The uplink sound undergoes a collection-AEC (Echo Cancellation)-NS (Noise Suppression)-AGC (Gain) processing process, so the quality assessment includes the processing effects of equipment acquisition stability/echo cancellation capability/noise suppression capability/volume gain capability .

The downlink is mainly played by the device, after encoding and decoding-network transmission-weak network confrontation (I understand VAD/PLC/error correction and other processing)-device playback, and finally multiple weak networks, multiple devices, and multiple modes Under the test, the error between its algorithm and POLQA is less than 0.15, which can be said to have achieved good results.

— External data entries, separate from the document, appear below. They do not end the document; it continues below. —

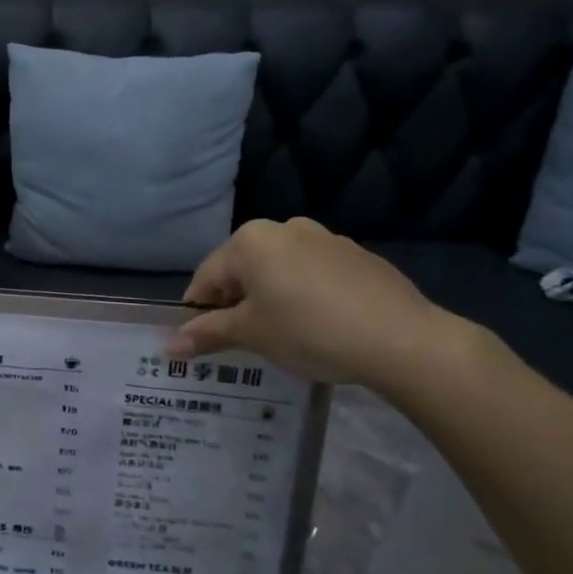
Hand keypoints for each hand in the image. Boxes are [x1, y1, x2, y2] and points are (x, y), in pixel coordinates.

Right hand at [167, 219, 472, 389]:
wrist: (402, 339)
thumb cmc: (309, 330)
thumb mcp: (252, 335)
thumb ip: (208, 334)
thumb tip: (170, 345)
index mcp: (251, 240)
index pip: (206, 278)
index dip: (198, 313)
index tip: (201, 344)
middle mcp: (285, 228)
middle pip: (243, 271)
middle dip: (236, 305)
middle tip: (241, 344)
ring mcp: (326, 239)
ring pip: (280, 272)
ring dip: (271, 300)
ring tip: (282, 338)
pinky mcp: (358, 257)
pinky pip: (314, 276)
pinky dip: (305, 297)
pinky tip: (319, 327)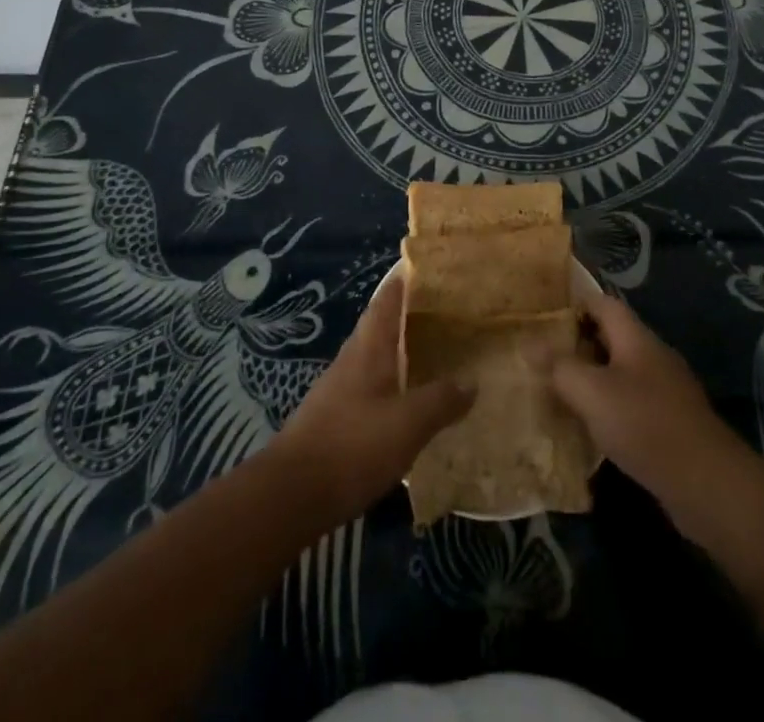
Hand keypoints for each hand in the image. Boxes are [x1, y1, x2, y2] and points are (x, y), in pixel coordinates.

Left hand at [268, 277, 473, 525]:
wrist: (291, 495)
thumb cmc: (352, 446)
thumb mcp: (408, 423)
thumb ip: (441, 400)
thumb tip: (472, 381)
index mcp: (369, 348)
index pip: (387, 300)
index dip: (405, 281)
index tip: (430, 268)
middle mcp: (352, 359)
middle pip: (381, 326)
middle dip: (409, 317)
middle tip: (445, 313)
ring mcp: (339, 389)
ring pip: (376, 357)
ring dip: (401, 352)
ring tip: (434, 353)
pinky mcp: (334, 419)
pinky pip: (370, 388)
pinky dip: (392, 384)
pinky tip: (408, 402)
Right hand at [541, 293, 748, 513]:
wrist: (707, 484)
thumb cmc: (644, 425)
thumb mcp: (592, 392)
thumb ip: (560, 367)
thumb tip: (530, 344)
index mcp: (636, 338)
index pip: (603, 303)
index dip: (575, 302)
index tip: (544, 315)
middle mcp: (653, 356)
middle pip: (612, 336)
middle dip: (578, 342)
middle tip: (543, 355)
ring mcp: (666, 390)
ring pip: (621, 371)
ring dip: (592, 377)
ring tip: (559, 390)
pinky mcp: (671, 422)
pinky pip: (632, 401)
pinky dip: (609, 406)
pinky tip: (591, 427)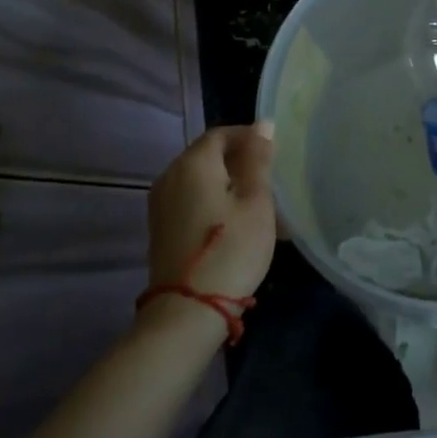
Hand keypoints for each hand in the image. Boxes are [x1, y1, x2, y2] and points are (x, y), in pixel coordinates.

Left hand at [145, 124, 276, 309]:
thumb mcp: (256, 201)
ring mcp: (161, 204)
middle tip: (271, 180)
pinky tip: (237, 223)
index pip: (222, 133)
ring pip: (201, 180)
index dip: (249, 137)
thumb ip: (258, 159)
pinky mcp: (161, 228)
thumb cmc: (231, 249)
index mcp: (193, 163)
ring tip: (259, 204)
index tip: (275, 152)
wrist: (187, 313)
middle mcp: (170, 176)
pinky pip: (192, 200)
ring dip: (229, 184)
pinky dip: (215, 202)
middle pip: (209, 155)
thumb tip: (263, 125)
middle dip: (241, 162)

Regarding audio quality evaluation, I personally think that the follow-up will be developed in a more detailed field, including different elements, such as voice evaluation and music evaluation should be different; including different scenarios, such as real-time online processing and offline evaluation, real-time Processing requires high real-time performance and low performance consumption; offline evaluation does not require such high requirements, and requires higher accuracy, so you can make more use of the advantages of AI artificial intelligence and optimization on the algorithm system.


RTE开发者社区
647 声望966 粉丝

RTE 开发者社区是聚焦实时互动领域的中立开发者社区。不止于纯粹的技术交流,我们相信开发者具备更加丰盈的个体价值。行业发展变革、开发者职涯发展、技术创业创新资源,我们将陪跑开发者,共享、共建、共成长。